We have done well with our recent picks, including retail (XRT), featured in our last article.
Oscar, the more aggressive approach, was even earlier in identifying EWZ.
Weekly TCA-ETF Rankings
We are currently fully invested in our Felix ETF program and also for those following Oscar. (We are happy to report and discuss performance with interested investors. We also offer a report on how we use the models, and a free weekly email update. Write to etf at newarc dot com. Our actual trading is a combination of both models and some weekly timing).
Please note that these are not recommendations. Investor needs and risk tolerance varies. We hope everyone finds the ratings to be a useful supplement to their own work. The recommendations can change quite rapidly in this environment. It is quite possible for investors with different time frames to reach opposite conclusions about a specific trade.
Here are the current rankings for both Oscar and Felix. I also note the nice moves in coal and semiconductors — perhaps emerging from the penalty box.
Note for New Readers
Our weekly ETF Update is designed to assist both investors and traders interested in ETF's and Sector Rotation. We also have free reports, available upon request to etf at newarc dot com. These reports describe how we use the system, compare results from Oscar and Felix, and contrast the method with our long-term trading approach.
Our Method. In this past article, we described our basic methodology and why we believe the rankings are useful for fundamental traders and technical traders alike. While we urge readers to check out the entire article, the key point is that ETF's pose challenges and opportunities different from investment in individual stocks. The fundamentals may be more difficult to assess. Even with a good grasp on fundamental trends, there is a lot of technically-based trading in ETF's. This means that those trading with a fundamental approach (and we do this as well) want to monitor the "hot money" moves. Here is an article on that point.

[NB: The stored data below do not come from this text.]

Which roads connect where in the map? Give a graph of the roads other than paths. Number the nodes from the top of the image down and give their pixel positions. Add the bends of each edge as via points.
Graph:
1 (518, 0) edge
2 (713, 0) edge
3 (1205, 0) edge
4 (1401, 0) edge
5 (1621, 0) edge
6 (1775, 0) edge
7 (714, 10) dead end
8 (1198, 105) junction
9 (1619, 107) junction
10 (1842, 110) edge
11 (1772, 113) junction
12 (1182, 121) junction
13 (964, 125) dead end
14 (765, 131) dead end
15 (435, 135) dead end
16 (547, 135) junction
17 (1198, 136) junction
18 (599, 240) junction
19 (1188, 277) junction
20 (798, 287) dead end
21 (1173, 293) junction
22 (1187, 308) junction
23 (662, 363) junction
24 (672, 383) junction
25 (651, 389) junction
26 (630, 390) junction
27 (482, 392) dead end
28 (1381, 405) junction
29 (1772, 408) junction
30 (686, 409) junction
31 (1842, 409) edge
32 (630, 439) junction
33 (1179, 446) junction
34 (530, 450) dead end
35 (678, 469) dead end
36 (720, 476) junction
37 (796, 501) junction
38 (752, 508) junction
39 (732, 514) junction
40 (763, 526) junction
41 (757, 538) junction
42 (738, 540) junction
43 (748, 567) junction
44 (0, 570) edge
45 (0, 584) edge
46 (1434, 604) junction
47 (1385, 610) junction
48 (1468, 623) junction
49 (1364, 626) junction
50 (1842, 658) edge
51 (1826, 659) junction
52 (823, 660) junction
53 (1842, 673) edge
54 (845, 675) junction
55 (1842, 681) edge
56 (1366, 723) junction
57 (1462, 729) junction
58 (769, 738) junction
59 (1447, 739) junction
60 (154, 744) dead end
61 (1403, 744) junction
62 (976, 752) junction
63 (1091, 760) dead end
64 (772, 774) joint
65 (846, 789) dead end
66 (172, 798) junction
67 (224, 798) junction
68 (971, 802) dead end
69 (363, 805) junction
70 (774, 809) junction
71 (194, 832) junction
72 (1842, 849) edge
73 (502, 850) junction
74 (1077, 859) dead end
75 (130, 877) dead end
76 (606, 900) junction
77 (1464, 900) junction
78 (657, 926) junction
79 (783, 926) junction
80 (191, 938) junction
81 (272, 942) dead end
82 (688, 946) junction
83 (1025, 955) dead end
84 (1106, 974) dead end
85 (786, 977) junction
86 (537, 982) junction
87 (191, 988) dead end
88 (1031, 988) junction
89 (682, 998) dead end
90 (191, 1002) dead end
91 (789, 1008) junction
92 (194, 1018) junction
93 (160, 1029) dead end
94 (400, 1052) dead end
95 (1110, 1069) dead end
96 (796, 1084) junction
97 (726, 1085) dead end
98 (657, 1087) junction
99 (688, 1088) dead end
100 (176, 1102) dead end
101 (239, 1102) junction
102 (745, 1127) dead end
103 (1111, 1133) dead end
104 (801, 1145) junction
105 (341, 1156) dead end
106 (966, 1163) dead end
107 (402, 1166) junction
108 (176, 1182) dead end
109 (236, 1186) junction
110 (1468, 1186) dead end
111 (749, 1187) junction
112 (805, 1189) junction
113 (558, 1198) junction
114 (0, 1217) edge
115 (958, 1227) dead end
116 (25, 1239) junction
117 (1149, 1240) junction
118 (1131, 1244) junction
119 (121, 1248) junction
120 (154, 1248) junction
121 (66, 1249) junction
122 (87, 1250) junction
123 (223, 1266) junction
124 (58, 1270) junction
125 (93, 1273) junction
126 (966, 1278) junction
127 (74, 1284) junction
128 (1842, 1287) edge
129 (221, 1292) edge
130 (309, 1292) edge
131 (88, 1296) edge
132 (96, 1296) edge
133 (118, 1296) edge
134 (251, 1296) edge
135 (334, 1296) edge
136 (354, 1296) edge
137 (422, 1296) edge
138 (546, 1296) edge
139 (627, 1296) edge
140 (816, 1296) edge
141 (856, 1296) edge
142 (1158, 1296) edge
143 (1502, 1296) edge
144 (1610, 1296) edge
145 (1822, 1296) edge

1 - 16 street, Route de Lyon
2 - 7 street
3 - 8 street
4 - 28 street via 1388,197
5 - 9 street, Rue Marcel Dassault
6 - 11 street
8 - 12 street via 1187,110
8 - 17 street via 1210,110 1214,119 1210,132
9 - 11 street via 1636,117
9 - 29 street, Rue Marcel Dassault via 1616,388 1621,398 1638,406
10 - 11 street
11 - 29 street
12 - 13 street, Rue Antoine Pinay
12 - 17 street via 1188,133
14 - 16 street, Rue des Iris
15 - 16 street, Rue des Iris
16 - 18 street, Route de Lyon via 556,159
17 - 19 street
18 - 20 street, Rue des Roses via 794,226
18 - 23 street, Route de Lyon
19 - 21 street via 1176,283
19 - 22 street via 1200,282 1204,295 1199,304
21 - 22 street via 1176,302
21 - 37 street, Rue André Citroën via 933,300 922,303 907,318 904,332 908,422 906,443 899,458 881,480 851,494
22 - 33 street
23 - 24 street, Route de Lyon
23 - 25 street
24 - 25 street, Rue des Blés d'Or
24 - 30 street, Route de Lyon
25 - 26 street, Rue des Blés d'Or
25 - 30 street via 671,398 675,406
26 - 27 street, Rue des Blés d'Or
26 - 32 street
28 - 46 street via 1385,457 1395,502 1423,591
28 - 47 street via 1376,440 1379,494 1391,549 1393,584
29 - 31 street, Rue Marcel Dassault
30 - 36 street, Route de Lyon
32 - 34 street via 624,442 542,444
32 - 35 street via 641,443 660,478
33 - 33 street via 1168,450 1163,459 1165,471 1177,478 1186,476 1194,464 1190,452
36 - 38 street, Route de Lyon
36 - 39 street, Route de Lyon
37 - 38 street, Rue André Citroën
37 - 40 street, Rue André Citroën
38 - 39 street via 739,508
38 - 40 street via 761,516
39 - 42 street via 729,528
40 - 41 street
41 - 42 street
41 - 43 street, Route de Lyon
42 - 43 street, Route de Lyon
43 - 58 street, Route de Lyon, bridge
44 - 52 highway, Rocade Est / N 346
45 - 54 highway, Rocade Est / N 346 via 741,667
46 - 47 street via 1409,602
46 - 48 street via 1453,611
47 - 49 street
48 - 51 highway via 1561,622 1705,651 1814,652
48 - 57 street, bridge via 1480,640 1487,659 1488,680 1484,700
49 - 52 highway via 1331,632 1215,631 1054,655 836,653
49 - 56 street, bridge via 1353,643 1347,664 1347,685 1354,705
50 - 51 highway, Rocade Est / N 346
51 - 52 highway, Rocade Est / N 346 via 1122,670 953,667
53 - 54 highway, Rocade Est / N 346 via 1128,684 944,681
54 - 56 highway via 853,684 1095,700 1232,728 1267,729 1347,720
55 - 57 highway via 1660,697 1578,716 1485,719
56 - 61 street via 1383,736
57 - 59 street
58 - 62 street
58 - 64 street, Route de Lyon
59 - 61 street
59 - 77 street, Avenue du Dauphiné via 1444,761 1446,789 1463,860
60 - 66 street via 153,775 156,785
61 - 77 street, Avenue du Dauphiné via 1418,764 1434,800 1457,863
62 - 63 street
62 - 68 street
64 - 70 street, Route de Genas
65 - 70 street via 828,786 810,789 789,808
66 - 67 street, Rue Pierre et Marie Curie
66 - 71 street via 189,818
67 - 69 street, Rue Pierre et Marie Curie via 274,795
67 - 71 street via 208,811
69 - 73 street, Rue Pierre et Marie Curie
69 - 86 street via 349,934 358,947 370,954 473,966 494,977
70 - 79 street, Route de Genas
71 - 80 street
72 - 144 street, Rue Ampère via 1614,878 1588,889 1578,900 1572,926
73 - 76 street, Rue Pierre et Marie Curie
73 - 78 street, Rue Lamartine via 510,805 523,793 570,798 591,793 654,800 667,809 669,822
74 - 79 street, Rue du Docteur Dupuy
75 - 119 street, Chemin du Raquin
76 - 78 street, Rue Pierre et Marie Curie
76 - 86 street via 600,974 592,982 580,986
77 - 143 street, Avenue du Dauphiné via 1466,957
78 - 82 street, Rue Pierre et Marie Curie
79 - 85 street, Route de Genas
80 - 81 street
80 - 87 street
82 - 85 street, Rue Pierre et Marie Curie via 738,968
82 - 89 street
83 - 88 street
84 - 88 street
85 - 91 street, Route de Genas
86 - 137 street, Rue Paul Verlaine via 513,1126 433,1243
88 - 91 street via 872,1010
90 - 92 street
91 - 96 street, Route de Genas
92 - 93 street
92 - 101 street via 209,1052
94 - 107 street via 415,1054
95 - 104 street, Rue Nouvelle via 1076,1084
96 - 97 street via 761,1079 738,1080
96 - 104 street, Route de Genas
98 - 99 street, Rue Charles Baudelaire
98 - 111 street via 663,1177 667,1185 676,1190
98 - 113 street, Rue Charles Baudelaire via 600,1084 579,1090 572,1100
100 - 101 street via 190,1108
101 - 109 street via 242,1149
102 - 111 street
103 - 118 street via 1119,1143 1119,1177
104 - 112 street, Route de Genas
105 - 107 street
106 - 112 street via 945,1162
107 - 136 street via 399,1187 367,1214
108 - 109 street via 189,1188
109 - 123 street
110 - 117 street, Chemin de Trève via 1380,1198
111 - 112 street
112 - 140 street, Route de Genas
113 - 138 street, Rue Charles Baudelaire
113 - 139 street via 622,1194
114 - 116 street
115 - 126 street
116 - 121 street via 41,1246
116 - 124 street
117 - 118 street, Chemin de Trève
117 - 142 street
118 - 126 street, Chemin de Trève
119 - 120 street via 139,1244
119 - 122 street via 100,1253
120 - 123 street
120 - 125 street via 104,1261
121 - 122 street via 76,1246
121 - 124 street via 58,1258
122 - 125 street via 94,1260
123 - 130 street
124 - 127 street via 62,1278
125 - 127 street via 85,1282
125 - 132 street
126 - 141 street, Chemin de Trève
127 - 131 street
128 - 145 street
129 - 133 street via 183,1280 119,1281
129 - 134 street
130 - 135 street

The system synopsis. We look at Trending sectors, Cyclical Sectors, and build in an element of Anticipation for both entry and exit — thus the name of the model, TCA-ETF. While we do not reveal the exact methodology for spotting trends and cycles, the system is not a "black box." The basic elements are used by many, and widely reported. We even discuss the need for human analysis as opposed to black box trading.
We report the rankings each week, now on the weekend with a one-day delay, using the Thursday output from the model. We monitor and trade this daily, and offer a free report (request via the email address on the top left of the site) for those interested in our weekly trading program.
Oscar and Felix. We follow two versions of this method, designed for two clients with different needs.
- Oscar believes in the long-term strength of the economy and the stock market. He has a lovable and irrepressible enthusiasm. When things go wrong, he steps back for a bit, but soon tries again. He expects to do better than others during good times. Oscar understands that this approach involves more risk. Oscar is opportunistic.
- Felix also has a positive long-term outlook, but he is something of a fussbudget. He is much more cautious, with an emphasis on capital preservation. He is perfectly willing to step aside from the market when there are signs of danger. He knows that he will miss some moves, but that is OK. He scores big gains when the market moves lower and he escapes the loss.